▶ _HOW TO COMPLETE THIS TASK_: If a line in the records below contains the word "FRANCISZKA", copy it.

BEGIN

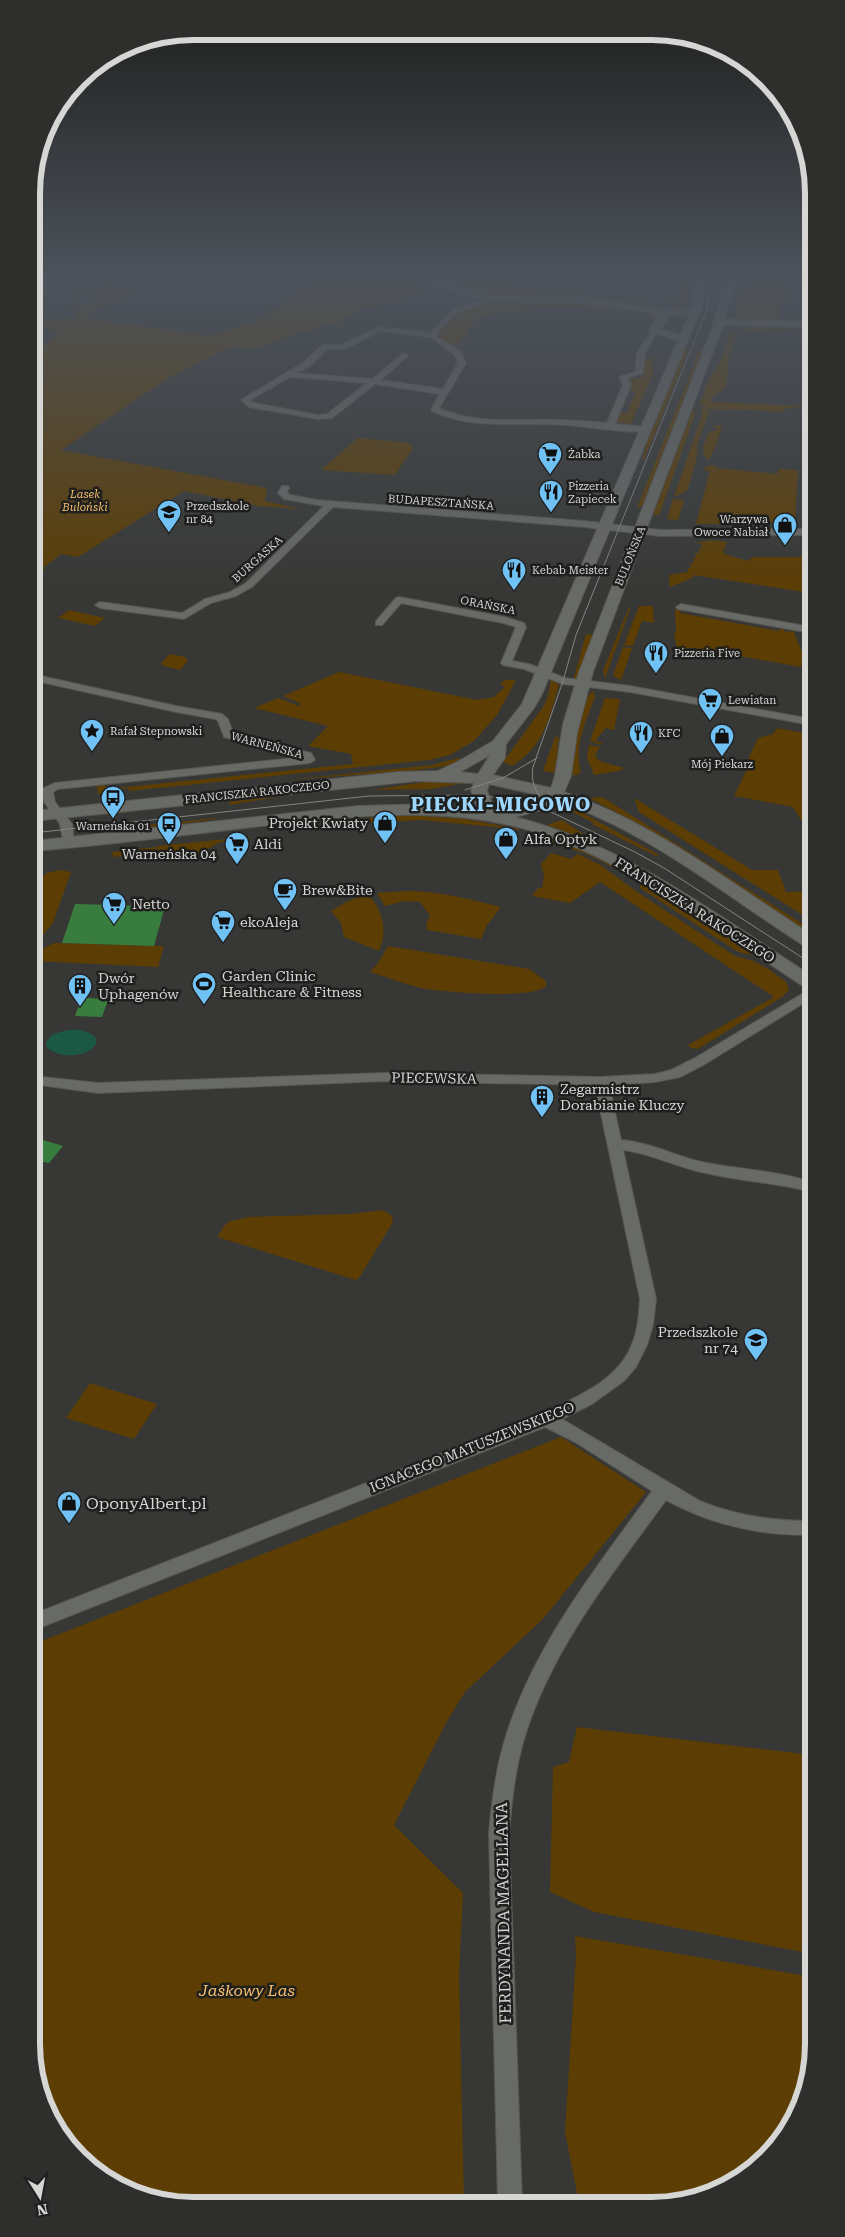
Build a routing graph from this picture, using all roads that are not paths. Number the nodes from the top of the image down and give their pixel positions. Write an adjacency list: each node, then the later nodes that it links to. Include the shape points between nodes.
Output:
1 (272, 384): 2 (street, via 246,402 325,417)
2 (370, 384)
3 (396, 384): 8 (street)
4 (449, 384): 8 (street)
5 (627, 384): 9 (street)
6 (665, 384): 10 (main road)
7 (696, 384): 13 (main road, BULOŃSKA)
8 (445, 392): 9 (street, via 435,409 451,416)
9 (610, 426): 10 (street)
10 (646, 430): 14 (main road)
11 (285, 488): 12 (street, BUDAPESZTAŃSKA, via 282,493 287,497)
12 (330, 505): 15 (street, BUDAPESZTAŃSKA); 18 (street, BURGASKA, via 249,585 233,594 208,601 184,616)
13 (650, 507): 14 (main road); 16 (main road, BULOŃSKA)
14 (626, 508): 15 (main road)
15 (606, 526): 16 (street, BUDAPESZTAŃSKA); 22 (main road)
16 (639, 531): 17 (street, BUDAPESZTAŃSKA); 24 (main road, BULOŃSKA)
17 (805, 532)
18 (100, 604)
19 (681, 608): 21 (street)
20 (379, 623): 22 (street, ORAŃSKA, via 399,600 514,622 521,625 521,630 506,663)
21 (805, 629)
22 (546, 672): 24 (street, via 563,680); 26 (main road, via 529,706)
23 (40, 680): 30 (street, WARNEŃSKA, via 218,716 223,719 228,735 308,755 310,760 55,786)
24 (582, 683): 25 (street); 31 (main road, BULOŃSKA, via 567,742 562,780)
25 (805, 721)
26 (498, 744): 27 (main road); 28 (main road, via 497,758)
27 (442, 775): 28 (main road, FRANCISZKA RAKOCZEGO); 32 (main road, FRANCISZKA RAKOCZEGO)
28 (483, 778): 31 (main road, FRANCISZKA RAKOCZEGO); 34 (main road, via 479,795)
29 (40, 791): 30 (street, WARNEŃSKA)
30 (47, 791): 32 (street)
31 (555, 794): 34 (main road, FRANCISZKA RAKOCZEGO, via 537,806); 37 (main road, FRANCISZKA RAKOCZEGO, via 620,823)
32 (58, 813): 33 (main road, FRANCISZKA RAKOCZEGO); 35 (street, via 66,824)
33 (40, 815)
34 (489, 816): 35 (main road, FRANCISZKA RAKOCZEGO, via 390,809); 38 (main road, FRANCISZKA RAKOCZEGO, via 571,839 619,861)
35 (68, 842): 36 (main road, FRANCISZKA RAKOCZEGO)
36 (40, 845)
37 (805, 938)
38 (805, 979)
39 (805, 996): 41 (street, PIECEWSKA, via 675,1074)
40 (40, 1081): 41 (street, PIECEWSKA, via 98,1088 375,1077)
41 (601, 1081): 42 (street, IGNACEGO MATUSZEWSKIEGO)
42 (614, 1144): 43 (street, via 629,1145 696,1166); 44 (street, IGNACEGO MATUSZEWSKIEGO, via 648,1299 644,1336 628,1366 610,1384)
43 (805, 1185)
44 (545, 1420): 45 (street, via 566,1427); 47 (street, IGNACEGO MATUSZEWSKIEGO)
45 (664, 1489): 46 (street, via 694,1506 730,1519 785,1529); 48 (street, FERDYNANDA MAGELLANA, via 559,1637 530,1696 504,1776 499,1833)
46 (805, 1528)
47 (40, 1620)
48 (510, 2197)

END

▶ _RESPONSE TO THIS EXERCISE_:
27 (442, 775): 28 (main road, FRANCISZKA RAKOCZEGO); 32 (main road, FRANCISZKA RAKOCZEGO)
28 (483, 778): 31 (main road, FRANCISZKA RAKOCZEGO); 34 (main road, via 479,795)
31 (555, 794): 34 (main road, FRANCISZKA RAKOCZEGO, via 537,806); 37 (main road, FRANCISZKA RAKOCZEGO, via 620,823)
32 (58, 813): 33 (main road, FRANCISZKA RAKOCZEGO); 35 (street, via 66,824)
34 (489, 816): 35 (main road, FRANCISZKA RAKOCZEGO, via 390,809); 38 (main road, FRANCISZKA RAKOCZEGO, via 571,839 619,861)
35 (68, 842): 36 (main road, FRANCISZKA RAKOCZEGO)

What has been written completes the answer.